The White House panel examining the nation's opioid epidemic has asked President Trump to declare a national public health emergency to combat the escalating drug epidemic ravaging America.
"Our citizens are dying. We must act boldly to stop it," the commission, chaired by New Jersey Governor Chris Christie, said in an interim report Monday. "The first and most urgent recommendation of this Commission is direct and completely within your control. Declare a national emergency."
In the report, the commission paints a dire picture of the ongoing crisis:
“With approximately 142 Americans dying every day, America is enduring a death toll equal to September 11th every three weeks. After September 11th, our President and our nation banded together to use every tool at our disposal to prevent any further American deaths. Your declaration would empower your cabinet to take bold steps and would force Congress to focus on funding and empowering the Executive Branch even further to deal with this loss of life. It would also awaken every American to this simple fact: if this scourge has not found you or your family yet, without bold action by everyone, it soon will.”
The interim report includes the following recommendations:
- Grant waiver approvals in all 50 states to get rid of treatment barriers
- Mandate education initiatives with the help of medical and dental schools
- Establish and fund an initiative that would better access to medication-assisted treatment
- Provide model legislation for states to allow naloxone dispensing via standing orders
- Prioritize funding to Customs and Border Protection, the FBI and the Drug Enforcement Agency to develop fentanyl detection sensors
In his inaugural address, President Trump spoke of “drugs that have stolen too many lives and robbed our country of so much unrealized potential,” promising that “this American carnage stops right here and stops right now.” Trump established the opioid commission to study the issue in March, with a mandate to “study ways to combat and treat the scourge of drug abuse, addiction, and the opioid crisis.”
There has been criticism that not much has happened since the inauguration while it took the commission four months just to study the problem and come up with an interim report.

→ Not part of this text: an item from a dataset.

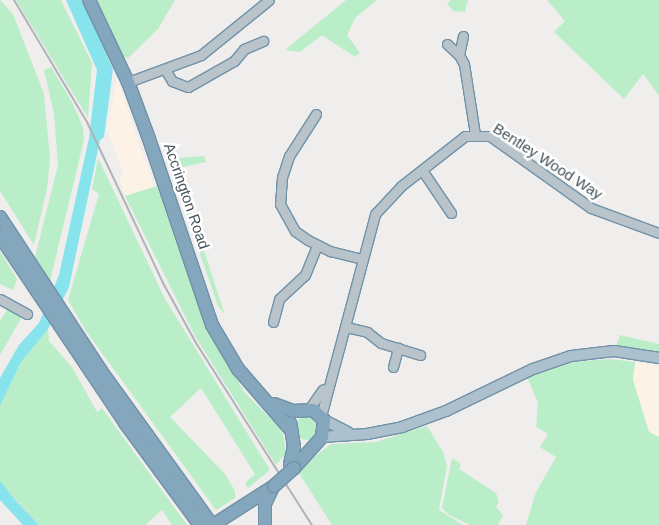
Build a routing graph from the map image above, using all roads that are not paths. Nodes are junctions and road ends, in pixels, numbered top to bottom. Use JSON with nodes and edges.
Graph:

Several states, including Florida and Arizona, have already declared public health emergencies over the opioid epidemic.
A new survey released by the National Institute for Drug Abuse (NIDA)—also published on Monday—suggests that close to 92 million people in the United States used opioid pain relievers like OxyContin or Vicodin in 2015. According to NIDA,
“More than one-third of adults nationwide reported prescription opioid use in 2015, with substantial numbers reporting misuse and use disorders, according to a report compiled to estimate the prevalence of, and explore the motivations for, opioid use and misuse. The data showed that pain relief was most commonly cited as the reason for the misuse of opioids and that close to half of those who misused obtained them free from a family member or friend.”
NIDA hopes the research will “help inform strategies to address prescription opioid misuse and overdose deaths, as well as other related health and social problems.”
The White House commission's final report is due in October.